Data items:
_ _ _

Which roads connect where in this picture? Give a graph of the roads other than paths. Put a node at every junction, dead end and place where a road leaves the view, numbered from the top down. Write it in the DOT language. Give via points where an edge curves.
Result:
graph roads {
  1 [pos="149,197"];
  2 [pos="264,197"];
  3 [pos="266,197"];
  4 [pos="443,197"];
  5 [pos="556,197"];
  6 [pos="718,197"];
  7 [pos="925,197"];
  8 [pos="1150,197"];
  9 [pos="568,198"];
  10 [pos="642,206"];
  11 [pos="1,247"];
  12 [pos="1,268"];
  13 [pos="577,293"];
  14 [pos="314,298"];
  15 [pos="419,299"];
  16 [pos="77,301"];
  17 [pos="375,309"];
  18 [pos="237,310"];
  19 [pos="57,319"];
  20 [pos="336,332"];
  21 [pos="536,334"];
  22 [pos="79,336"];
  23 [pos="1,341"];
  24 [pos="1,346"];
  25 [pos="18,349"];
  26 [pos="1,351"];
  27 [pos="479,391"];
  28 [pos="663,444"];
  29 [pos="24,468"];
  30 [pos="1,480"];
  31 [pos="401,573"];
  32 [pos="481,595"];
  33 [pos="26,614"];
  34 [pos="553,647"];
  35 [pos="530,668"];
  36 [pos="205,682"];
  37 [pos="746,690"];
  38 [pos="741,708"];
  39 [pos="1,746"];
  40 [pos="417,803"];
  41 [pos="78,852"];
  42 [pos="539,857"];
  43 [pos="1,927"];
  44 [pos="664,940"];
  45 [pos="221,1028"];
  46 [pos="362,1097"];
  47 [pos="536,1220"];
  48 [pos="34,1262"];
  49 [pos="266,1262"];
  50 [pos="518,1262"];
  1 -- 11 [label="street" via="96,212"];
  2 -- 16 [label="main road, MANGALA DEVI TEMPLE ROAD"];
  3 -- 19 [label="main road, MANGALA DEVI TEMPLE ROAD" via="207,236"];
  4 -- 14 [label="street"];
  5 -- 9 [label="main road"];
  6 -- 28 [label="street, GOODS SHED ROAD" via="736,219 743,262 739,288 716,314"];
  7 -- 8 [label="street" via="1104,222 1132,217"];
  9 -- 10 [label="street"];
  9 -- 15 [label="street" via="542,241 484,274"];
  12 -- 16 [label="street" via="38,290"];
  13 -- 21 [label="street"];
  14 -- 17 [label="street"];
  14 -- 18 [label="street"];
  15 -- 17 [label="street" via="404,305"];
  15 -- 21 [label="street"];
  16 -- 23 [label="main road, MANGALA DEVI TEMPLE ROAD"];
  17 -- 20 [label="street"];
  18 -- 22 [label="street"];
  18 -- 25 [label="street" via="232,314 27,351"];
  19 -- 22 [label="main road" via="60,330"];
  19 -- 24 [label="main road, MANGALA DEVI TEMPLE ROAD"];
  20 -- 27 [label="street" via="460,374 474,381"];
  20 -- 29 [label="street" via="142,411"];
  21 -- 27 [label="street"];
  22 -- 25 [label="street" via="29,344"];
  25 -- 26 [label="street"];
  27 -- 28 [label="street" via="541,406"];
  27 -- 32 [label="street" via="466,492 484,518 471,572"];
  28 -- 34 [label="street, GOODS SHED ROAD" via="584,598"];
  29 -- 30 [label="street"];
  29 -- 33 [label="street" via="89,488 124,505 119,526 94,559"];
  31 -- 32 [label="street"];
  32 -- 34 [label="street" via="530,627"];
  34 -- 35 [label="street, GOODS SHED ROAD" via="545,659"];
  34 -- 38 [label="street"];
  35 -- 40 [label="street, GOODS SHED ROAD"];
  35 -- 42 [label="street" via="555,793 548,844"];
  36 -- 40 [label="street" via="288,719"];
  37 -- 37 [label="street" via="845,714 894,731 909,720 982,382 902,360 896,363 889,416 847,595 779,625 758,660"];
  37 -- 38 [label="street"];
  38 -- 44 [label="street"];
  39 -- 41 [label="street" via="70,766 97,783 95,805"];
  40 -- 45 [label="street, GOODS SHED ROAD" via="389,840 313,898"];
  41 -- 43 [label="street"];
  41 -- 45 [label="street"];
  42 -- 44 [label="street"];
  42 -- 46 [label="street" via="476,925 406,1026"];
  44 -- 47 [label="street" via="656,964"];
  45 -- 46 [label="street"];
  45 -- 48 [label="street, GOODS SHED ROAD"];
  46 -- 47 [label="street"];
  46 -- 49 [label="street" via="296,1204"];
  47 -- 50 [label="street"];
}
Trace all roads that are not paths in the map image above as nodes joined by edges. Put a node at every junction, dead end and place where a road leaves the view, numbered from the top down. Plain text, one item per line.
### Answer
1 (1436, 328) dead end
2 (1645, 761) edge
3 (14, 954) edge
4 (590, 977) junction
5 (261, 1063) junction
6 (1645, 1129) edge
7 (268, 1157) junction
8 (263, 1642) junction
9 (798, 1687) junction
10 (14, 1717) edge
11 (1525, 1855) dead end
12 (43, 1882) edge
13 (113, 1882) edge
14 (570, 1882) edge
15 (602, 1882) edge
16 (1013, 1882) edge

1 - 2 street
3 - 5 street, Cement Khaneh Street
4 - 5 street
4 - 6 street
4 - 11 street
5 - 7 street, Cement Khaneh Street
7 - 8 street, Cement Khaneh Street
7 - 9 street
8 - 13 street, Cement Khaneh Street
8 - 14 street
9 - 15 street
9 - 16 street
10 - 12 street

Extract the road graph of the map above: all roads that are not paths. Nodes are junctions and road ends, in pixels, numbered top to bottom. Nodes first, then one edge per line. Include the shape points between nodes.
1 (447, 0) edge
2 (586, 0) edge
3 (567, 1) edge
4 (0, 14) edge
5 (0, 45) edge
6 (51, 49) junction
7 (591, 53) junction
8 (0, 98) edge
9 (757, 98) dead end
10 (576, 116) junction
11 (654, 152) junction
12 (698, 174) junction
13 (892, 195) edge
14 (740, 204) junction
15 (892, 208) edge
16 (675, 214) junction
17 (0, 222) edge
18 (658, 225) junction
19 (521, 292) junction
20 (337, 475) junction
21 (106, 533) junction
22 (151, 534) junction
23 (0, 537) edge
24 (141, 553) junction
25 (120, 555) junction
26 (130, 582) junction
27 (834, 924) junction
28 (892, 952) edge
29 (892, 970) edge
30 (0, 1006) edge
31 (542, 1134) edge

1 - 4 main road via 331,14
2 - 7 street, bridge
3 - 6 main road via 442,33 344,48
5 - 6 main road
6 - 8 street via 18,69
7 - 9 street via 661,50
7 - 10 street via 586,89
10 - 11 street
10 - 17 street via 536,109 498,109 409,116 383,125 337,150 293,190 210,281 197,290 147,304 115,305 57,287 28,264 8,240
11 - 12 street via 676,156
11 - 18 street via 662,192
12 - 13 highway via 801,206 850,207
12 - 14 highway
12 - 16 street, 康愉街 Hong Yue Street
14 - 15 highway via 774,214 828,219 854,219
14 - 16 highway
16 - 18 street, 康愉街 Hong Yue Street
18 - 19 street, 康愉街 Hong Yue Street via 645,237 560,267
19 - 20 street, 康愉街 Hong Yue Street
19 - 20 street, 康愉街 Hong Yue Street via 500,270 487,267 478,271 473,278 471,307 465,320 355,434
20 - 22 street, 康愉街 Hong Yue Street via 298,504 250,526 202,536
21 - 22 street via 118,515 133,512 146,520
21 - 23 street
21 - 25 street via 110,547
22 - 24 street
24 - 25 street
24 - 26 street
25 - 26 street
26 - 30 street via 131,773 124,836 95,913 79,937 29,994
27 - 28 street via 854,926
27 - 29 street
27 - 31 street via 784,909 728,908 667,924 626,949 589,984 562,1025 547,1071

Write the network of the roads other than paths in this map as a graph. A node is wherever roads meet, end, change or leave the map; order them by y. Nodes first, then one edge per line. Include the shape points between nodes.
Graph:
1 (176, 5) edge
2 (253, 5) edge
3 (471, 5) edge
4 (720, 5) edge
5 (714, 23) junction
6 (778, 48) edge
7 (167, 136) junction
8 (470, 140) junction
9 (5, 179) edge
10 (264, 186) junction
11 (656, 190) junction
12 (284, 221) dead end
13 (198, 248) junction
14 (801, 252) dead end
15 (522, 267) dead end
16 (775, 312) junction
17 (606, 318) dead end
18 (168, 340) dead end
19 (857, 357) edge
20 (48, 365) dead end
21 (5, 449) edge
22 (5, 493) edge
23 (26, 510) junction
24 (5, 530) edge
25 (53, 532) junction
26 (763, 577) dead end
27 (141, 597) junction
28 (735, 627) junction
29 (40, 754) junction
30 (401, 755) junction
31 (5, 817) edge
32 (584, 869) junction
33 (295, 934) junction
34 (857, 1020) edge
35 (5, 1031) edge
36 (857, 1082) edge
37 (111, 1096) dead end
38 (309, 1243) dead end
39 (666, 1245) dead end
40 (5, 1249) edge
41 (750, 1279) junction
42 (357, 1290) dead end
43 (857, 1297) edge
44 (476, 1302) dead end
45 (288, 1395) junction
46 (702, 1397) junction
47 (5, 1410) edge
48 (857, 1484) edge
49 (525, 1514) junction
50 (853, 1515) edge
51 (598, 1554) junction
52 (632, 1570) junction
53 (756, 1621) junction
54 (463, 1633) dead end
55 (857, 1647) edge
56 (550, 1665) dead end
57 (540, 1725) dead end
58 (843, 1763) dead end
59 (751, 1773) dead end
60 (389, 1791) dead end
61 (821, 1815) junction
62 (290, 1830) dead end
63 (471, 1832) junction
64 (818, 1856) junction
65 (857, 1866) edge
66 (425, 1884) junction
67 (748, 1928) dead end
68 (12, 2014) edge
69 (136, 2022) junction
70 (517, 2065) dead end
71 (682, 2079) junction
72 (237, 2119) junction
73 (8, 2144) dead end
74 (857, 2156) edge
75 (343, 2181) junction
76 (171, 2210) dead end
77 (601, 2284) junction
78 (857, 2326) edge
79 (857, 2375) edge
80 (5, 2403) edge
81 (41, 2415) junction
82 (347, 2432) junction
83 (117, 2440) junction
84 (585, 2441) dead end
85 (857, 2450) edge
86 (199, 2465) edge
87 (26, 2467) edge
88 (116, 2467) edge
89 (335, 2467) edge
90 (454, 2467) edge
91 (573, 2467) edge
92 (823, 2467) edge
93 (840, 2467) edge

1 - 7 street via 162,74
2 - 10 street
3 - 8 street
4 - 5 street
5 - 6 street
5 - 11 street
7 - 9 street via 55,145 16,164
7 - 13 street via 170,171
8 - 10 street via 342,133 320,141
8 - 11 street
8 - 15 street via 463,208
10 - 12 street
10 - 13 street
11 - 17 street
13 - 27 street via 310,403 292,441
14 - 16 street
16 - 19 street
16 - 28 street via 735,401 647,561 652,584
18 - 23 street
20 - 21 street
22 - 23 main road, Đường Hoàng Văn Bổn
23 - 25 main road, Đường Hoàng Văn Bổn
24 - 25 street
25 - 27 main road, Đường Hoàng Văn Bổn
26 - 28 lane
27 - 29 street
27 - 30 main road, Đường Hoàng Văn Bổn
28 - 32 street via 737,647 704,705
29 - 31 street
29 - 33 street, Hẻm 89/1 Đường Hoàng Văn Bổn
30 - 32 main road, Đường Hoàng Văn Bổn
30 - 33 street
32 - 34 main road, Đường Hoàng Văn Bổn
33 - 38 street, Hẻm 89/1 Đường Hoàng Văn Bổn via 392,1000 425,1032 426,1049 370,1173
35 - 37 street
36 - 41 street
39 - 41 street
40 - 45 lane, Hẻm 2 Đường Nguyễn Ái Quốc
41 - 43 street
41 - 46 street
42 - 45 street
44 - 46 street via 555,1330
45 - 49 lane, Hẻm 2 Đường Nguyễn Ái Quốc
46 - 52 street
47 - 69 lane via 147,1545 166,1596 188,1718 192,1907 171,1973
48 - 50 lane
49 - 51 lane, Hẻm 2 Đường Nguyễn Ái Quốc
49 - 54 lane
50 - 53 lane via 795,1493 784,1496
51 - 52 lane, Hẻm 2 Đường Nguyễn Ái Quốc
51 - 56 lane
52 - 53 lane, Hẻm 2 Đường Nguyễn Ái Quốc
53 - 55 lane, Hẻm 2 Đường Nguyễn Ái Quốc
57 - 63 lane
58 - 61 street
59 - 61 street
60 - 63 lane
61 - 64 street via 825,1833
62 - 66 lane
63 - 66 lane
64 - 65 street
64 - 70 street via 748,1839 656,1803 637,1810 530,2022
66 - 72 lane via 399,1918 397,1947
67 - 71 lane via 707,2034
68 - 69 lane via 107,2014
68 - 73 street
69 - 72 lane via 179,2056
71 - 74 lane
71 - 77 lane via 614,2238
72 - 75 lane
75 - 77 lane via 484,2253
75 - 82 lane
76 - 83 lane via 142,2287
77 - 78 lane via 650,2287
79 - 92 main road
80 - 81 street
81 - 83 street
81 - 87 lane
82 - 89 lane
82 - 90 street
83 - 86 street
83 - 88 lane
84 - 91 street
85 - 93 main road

_ _ _

» **To do**:
Some lines above contain the word "leaves". Copy each of them.

» **Exercise solution**:
Which roads connect where in this picture? Give a graph of the roads other than paths. Put a node at every junction, dead end and place where a road leaves the view, numbered from the top down. Write it in the DOT language. Give via points where an edge curves.
Trace all roads that are not paths in the map image above as nodes joined by edges. Put a node at every junction, dead end and place where a road leaves the view, numbered from the top down. Plain text, one item per line.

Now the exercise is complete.